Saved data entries
══════════════════════════════

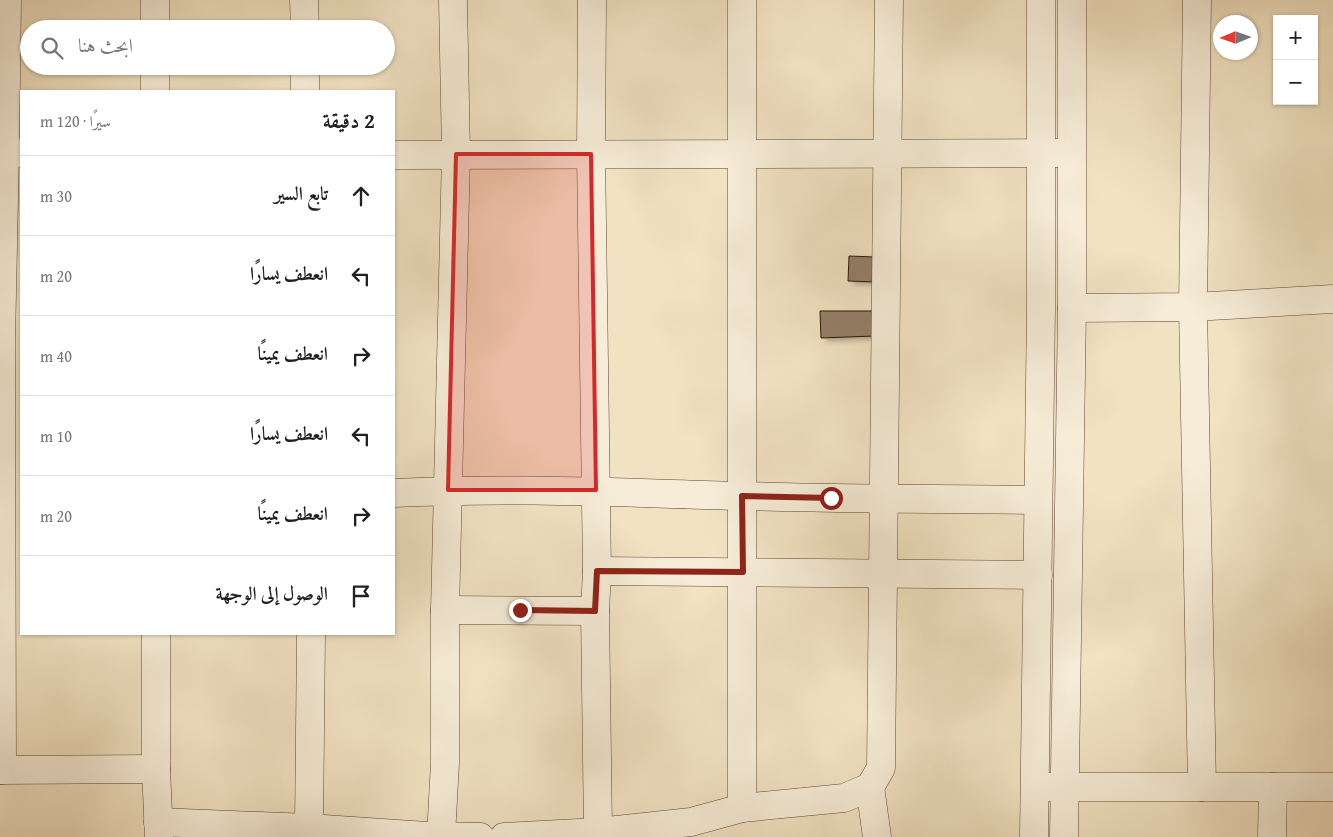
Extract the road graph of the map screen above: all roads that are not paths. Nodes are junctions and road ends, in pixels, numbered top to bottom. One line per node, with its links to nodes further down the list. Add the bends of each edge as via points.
1 (6, 0): 17 (street)
2 (155, 0): 11 (street)
3 (304, 0): 12 (street)
4 (453, 0): 22 (street)
5 (592, 0): 23 (street)
6 (742, 0): 24 (street)
7 (889, 0): 18 (street)
8 (1041, 0): 19 (street)
9 (1072, 0): 20 (street)
10 (1197, 0): 26 (street)
11 (155, 20)
12 (305, 20)
13 (155, 75): 15 (street)
14 (305, 75): 16 (street)
15 (155, 90)
16 (305, 90)
17 (9, 153): 28 (street)
18 (889, 153): 19 (street); 24 (street); 33 (street)
19 (1041, 153): 20 (street); 34 (street)
20 (1072, 153): 27 (street)
21 (395, 154): 22 (street)
22 (456, 154): 23 (street); 29 (street)
23 (591, 154): 24 (street); 30 (street)
24 (742, 154): 32 (street)
25 (1333, 299): 26 (street)
26 (1193, 307): 27 (street); 48 (street)
27 (1072, 308): 47 (street)
28 (0, 442): 44 (street)
29 (448, 490): 30 (street); 31 (street); 39 (street)
30 (596, 490): 32 (street); 35 (street)
31 (395, 492)
32 (742, 496): 33 (street); 36 (street)
33 (884, 498): 34 (street); 37 (street)
34 (1038, 500): 38 (street)
35 (597, 571): 36 (street); 40 (street)
36 (743, 572): 37 (street); 51 (street)
37 (883, 575): 38 (street); 45 (street, via 881,768)
38 (1038, 575): 46 (street)
39 (445, 610): 40 (street); 56 (street, via 445,763)
40 (595, 611): 55 (street)
41 (156, 635): 43 (street)
42 (310, 635): 52 (street)
43 (156, 769): 44 (street); 53 (street)
44 (1, 770)
45 (870, 787): 51 (street, via 844,798); 59 (street)
46 (1035, 787): 47 (street); 60 (street)
47 (1064, 787): 48 (street); 61 (street)
48 (1202, 787): 49 (street)
49 (1273, 788): 50 (street); 62 (street)
50 (1333, 788)
51 (742, 808): 54 (street)
52 (309, 828): 53 (street); 56 (street)
53 (159, 830)
54 (693, 830): 55 (street)
55 (598, 832): 58 (street)
56 (441, 836): 57 (street)
57 (480, 837)
58 (504, 837)
59 (877, 837)
60 (1034, 837)
61 (1064, 837)
62 (1272, 837)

══════════════════════════════

INSTRUCTIONS TO FOLLOW:
Please print all the lines above exactly as given and leave out every picture.

YOUR RESPONSE:
Extract the road graph of the map screen above: all roads that are not paths. Nodes are junctions and road ends, in pixels, numbered top to bottom. One line per node, with its links to nodes further down the list. Add the bends of each edge as via points.
1 (6, 0): 17 (street)
2 (155, 0): 11 (street)
3 (304, 0): 12 (street)
4 (453, 0): 22 (street)
5 (592, 0): 23 (street)
6 (742, 0): 24 (street)
7 (889, 0): 18 (street)
8 (1041, 0): 19 (street)
9 (1072, 0): 20 (street)
10 (1197, 0): 26 (street)
11 (155, 20)
12 (305, 20)
13 (155, 75): 15 (street)
14 (305, 75): 16 (street)
15 (155, 90)
16 (305, 90)
17 (9, 153): 28 (street)
18 (889, 153): 19 (street); 24 (street); 33 (street)
19 (1041, 153): 20 (street); 34 (street)
20 (1072, 153): 27 (street)
21 (395, 154): 22 (street)
22 (456, 154): 23 (street); 29 (street)
23 (591, 154): 24 (street); 30 (street)
24 (742, 154): 32 (street)
25 (1333, 299): 26 (street)
26 (1193, 307): 27 (street); 48 (street)
27 (1072, 308): 47 (street)
28 (0, 442): 44 (street)
29 (448, 490): 30 (street); 31 (street); 39 (street)
30 (596, 490): 32 (street); 35 (street)
31 (395, 492)
32 (742, 496): 33 (street); 36 (street)
33 (884, 498): 34 (street); 37 (street)
34 (1038, 500): 38 (street)
35 (597, 571): 36 (street); 40 (street)
36 (743, 572): 37 (street); 51 (street)
37 (883, 575): 38 (street); 45 (street, via 881,768)
38 (1038, 575): 46 (street)
39 (445, 610): 40 (street); 56 (street, via 445,763)
40 (595, 611): 55 (street)
41 (156, 635): 43 (street)
42 (310, 635): 52 (street)
43 (156, 769): 44 (street); 53 (street)
44 (1, 770)
45 (870, 787): 51 (street, via 844,798); 59 (street)
46 (1035, 787): 47 (street); 60 (street)
47 (1064, 787): 48 (street); 61 (street)
48 (1202, 787): 49 (street)
49 (1273, 788): 50 (street); 62 (street)
50 (1333, 788)
51 (742, 808): 54 (street)
52 (309, 828): 53 (street); 56 (street)
53 (159, 830)
54 (693, 830): 55 (street)
55 (598, 832): 58 (street)
56 (441, 836): 57 (street)
57 (480, 837)
58 (504, 837)
59 (877, 837)
60 (1034, 837)
61 (1064, 837)
62 (1272, 837)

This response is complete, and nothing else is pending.